### What the exercise asks
Beginning with the line that contains "Please list the", extract each line through the end of the listing below, with no additions or omissions.

++++++++++++++++++++

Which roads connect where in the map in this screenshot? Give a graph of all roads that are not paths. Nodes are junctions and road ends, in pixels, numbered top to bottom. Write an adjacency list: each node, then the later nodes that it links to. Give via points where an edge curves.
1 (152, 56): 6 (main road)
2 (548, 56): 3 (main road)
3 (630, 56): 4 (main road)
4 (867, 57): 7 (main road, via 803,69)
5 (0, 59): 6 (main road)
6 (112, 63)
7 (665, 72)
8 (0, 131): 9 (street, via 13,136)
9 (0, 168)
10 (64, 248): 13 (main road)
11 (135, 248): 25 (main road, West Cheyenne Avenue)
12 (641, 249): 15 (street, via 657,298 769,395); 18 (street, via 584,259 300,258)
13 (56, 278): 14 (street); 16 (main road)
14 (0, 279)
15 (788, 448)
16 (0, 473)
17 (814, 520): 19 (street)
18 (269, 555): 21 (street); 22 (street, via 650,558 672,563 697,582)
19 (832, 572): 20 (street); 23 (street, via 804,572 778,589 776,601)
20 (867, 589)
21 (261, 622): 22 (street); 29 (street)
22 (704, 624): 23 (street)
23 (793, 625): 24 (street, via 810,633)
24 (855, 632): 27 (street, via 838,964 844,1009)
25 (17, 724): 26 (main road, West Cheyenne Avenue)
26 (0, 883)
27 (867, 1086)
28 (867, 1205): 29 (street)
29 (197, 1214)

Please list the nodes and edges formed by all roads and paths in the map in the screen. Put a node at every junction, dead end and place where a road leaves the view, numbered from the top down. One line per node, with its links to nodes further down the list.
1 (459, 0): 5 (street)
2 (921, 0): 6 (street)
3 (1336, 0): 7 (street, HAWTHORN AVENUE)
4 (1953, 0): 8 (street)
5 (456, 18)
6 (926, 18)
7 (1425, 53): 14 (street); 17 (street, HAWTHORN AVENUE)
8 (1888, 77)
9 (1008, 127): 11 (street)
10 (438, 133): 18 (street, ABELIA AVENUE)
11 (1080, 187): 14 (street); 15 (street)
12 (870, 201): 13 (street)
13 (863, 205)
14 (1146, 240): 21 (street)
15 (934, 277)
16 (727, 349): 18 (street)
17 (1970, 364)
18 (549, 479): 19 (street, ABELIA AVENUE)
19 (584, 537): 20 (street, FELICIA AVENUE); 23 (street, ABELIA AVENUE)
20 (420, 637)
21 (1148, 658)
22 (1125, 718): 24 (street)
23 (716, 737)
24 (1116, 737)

++++++++++++++++++++

### Answer section
Please list the nodes and edges formed by all roads and paths in the map in the screen. Put a node at every junction, dead end and place where a road leaves the view, numbered from the top down. One line per node, with its links to nodes further down the list.
1 (459, 0): 5 (street)
2 (921, 0): 6 (street)
3 (1336, 0): 7 (street, HAWTHORN AVENUE)
4 (1953, 0): 8 (street)
5 (456, 18)
6 (926, 18)
7 (1425, 53): 14 (street); 17 (street, HAWTHORN AVENUE)
8 (1888, 77)
9 (1008, 127): 11 (street)
10 (438, 133): 18 (street, ABELIA AVENUE)
11 (1080, 187): 14 (street); 15 (street)
12 (870, 201): 13 (street)
13 (863, 205)
14 (1146, 240): 21 (street)
15 (934, 277)
16 (727, 349): 18 (street)
17 (1970, 364)
18 (549, 479): 19 (street, ABELIA AVENUE)
19 (584, 537): 20 (street, FELICIA AVENUE); 23 (street, ABELIA AVENUE)
20 (420, 637)
21 (1148, 658)
22 (1125, 718): 24 (street)
23 (716, 737)
24 (1116, 737)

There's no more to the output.